(The input begins)

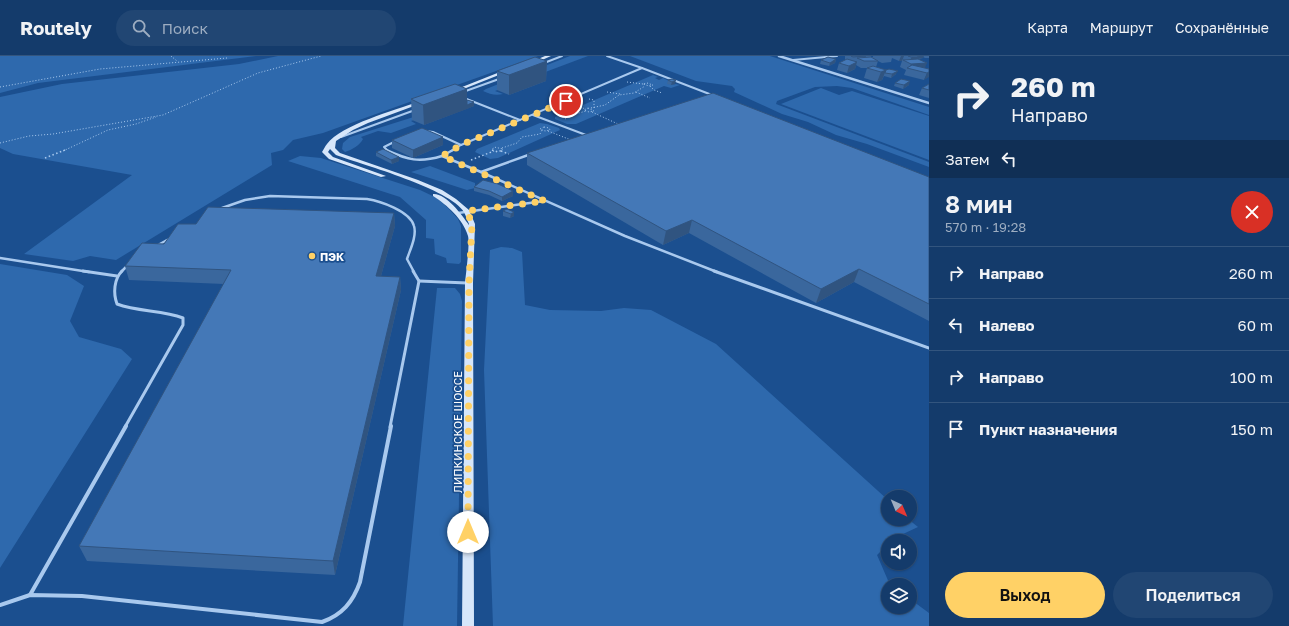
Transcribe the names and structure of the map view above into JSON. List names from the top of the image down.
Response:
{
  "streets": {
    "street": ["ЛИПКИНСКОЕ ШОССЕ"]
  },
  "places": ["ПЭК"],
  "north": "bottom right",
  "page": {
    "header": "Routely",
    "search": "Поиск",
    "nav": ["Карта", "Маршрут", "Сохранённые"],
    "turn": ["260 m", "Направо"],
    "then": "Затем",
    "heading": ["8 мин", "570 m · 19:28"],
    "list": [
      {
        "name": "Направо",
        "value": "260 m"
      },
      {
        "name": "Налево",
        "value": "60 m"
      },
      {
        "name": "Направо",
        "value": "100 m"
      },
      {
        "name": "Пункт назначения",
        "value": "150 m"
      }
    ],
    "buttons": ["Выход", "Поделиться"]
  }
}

(The input ends)

> Your assignment:
A faithful, complete copy of the records above is required, one that contains no pictures.

> Solved exercise:
Transcribe the names and structure of the map view above into JSON. List names from the top of the image down.
Response:
{
  "streets": {
    "street": ["ЛИПКИНСКОЕ ШОССЕ"]
  },
  "places": ["ПЭК"],
  "north": "bottom right",
  "page": {
    "header": "Routely",
    "search": "Поиск",
    "nav": ["Карта", "Маршрут", "Сохранённые"],
    "turn": ["260 m", "Направо"],
    "then": "Затем",
    "heading": ["8 мин", "570 m · 19:28"],
    "list": [
      {
        "name": "Направо",
        "value": "260 m"
      },
      {
        "name": "Налево",
        "value": "60 m"
      },
      {
        "name": "Направо",
        "value": "100 m"
      },
      {
        "name": "Пункт назначения",
        "value": "150 m"
      }
    ],
    "buttons": ["Выход", "Поделиться"]
  }
}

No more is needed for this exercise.